What the task requires → Scan the entries below for "Give" and copy each line that holds it.

Available data →
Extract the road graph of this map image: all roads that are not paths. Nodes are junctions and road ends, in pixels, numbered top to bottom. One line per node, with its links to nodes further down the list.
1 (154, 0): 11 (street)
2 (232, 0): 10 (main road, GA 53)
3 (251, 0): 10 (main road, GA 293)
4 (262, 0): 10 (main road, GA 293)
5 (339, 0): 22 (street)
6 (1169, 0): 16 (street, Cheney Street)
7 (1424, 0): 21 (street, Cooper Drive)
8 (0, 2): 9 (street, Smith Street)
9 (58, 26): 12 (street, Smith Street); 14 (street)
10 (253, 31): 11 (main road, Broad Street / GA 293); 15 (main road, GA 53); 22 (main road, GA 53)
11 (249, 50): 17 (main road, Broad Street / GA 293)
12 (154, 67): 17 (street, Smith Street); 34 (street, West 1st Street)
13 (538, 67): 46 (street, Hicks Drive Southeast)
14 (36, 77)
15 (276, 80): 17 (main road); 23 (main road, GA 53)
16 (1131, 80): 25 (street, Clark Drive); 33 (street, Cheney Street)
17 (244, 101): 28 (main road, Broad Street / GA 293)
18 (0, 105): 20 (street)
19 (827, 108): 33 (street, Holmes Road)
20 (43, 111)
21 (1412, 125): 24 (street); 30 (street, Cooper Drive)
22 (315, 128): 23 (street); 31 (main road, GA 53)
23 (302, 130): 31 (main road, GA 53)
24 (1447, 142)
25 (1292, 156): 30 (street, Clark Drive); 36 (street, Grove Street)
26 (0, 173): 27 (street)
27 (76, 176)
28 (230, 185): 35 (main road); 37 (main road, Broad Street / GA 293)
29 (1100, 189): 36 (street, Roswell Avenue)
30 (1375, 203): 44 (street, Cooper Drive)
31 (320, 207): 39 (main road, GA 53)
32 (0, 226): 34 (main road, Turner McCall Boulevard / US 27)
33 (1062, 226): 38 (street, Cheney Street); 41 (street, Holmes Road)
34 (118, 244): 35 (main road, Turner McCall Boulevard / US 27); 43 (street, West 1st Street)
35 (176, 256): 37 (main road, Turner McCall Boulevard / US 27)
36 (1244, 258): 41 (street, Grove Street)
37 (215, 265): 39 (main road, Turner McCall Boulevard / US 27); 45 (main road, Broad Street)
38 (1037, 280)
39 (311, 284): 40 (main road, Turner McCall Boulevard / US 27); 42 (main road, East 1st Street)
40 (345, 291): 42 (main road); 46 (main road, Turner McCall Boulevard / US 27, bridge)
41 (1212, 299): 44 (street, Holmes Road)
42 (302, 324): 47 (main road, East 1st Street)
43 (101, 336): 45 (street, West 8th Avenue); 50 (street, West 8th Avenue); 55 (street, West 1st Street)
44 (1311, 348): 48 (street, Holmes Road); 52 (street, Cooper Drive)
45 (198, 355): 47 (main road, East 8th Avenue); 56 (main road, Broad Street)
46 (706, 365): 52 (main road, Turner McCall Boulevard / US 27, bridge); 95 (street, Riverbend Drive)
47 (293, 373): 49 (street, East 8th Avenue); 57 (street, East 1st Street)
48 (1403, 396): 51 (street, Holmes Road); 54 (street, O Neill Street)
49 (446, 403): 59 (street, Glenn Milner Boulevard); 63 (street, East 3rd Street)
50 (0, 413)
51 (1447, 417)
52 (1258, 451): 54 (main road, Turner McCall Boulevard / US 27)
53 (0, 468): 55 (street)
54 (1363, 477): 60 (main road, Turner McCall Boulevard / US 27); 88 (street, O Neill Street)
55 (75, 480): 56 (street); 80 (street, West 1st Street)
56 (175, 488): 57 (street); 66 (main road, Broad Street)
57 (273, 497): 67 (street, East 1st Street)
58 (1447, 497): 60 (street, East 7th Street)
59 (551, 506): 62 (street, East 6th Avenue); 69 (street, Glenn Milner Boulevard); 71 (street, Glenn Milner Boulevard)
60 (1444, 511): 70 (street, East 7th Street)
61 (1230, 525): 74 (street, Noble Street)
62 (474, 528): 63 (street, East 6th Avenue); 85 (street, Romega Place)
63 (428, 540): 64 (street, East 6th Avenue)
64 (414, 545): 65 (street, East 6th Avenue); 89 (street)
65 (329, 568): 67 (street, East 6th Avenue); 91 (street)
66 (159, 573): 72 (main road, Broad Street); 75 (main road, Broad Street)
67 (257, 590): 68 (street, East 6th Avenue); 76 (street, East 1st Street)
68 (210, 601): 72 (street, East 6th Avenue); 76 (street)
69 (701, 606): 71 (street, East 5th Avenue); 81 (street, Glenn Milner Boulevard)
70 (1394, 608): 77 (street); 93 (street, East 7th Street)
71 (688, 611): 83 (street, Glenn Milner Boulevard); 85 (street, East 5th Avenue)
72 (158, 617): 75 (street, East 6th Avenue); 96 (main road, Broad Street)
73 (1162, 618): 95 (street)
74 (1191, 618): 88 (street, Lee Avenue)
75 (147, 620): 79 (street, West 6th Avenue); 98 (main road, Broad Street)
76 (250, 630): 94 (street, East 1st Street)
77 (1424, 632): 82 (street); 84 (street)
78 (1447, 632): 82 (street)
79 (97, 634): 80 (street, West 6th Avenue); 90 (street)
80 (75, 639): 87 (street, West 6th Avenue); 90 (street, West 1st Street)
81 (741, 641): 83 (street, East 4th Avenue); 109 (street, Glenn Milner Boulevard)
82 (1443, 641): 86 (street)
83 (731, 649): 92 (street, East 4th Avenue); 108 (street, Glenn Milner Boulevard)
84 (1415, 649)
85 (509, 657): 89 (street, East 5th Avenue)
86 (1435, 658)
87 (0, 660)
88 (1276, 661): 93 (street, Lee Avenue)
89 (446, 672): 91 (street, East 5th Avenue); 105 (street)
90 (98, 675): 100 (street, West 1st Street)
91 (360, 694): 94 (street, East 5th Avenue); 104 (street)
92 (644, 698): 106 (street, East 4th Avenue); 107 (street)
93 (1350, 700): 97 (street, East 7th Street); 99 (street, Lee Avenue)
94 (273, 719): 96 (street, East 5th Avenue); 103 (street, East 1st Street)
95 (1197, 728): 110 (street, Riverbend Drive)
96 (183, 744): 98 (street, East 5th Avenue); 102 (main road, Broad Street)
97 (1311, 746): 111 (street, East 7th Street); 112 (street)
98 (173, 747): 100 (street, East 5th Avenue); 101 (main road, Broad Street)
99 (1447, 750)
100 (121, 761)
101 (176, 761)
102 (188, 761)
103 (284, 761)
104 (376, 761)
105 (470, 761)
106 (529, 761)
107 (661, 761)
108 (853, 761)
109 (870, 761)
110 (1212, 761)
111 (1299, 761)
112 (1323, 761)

--

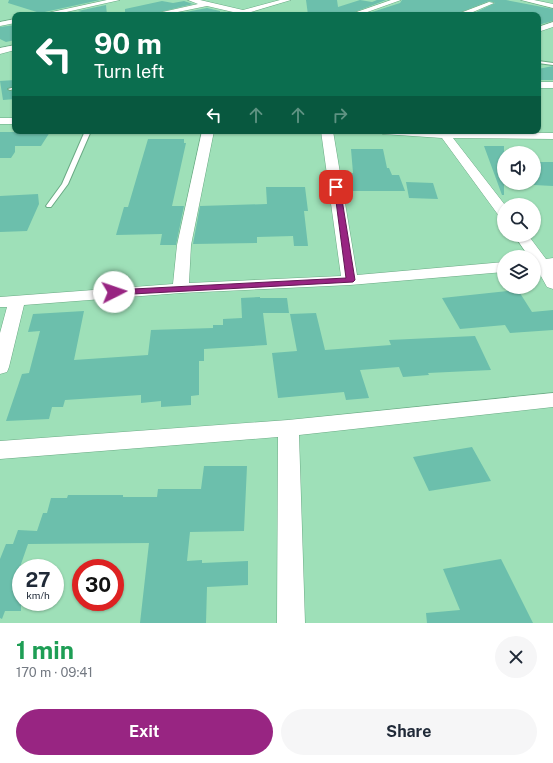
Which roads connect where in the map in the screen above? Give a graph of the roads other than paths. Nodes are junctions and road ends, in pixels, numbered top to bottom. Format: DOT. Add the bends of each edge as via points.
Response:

--

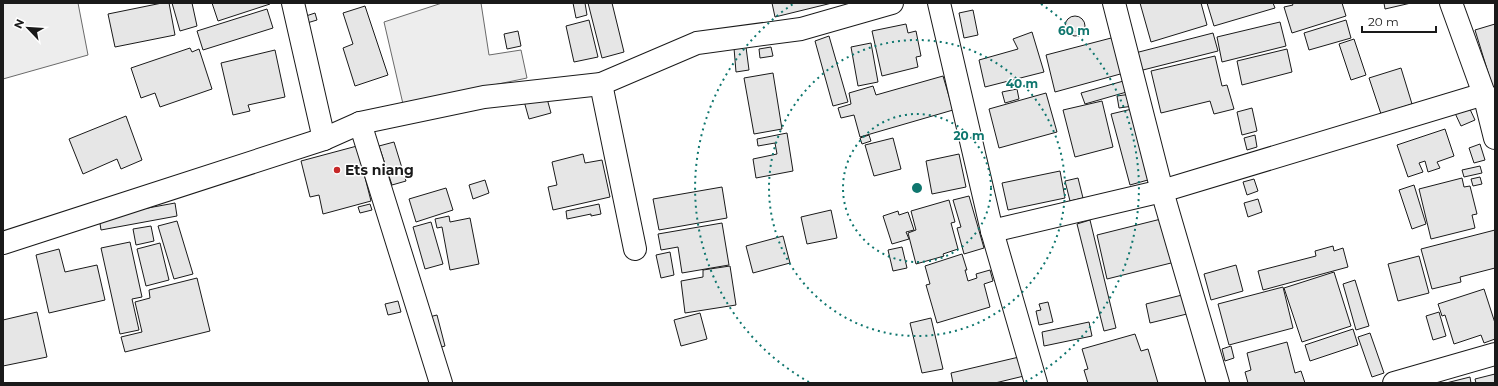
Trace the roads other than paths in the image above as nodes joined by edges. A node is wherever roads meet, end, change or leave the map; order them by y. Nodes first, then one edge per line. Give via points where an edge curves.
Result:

Output for this task →
Which roads connect where in the map in the screen above? Give a graph of the roads other than paths. Nodes are junctions and road ends, in pixels, numbered top to bottom. Format: DOT. Add the bends of each edge as via points.
Trace the roads other than paths in the image above as nodes joined by edges. A node is wherever roads meet, end, change or leave the map; order them by y. Nodes first, then one edge per line. Give via points where an edge curves.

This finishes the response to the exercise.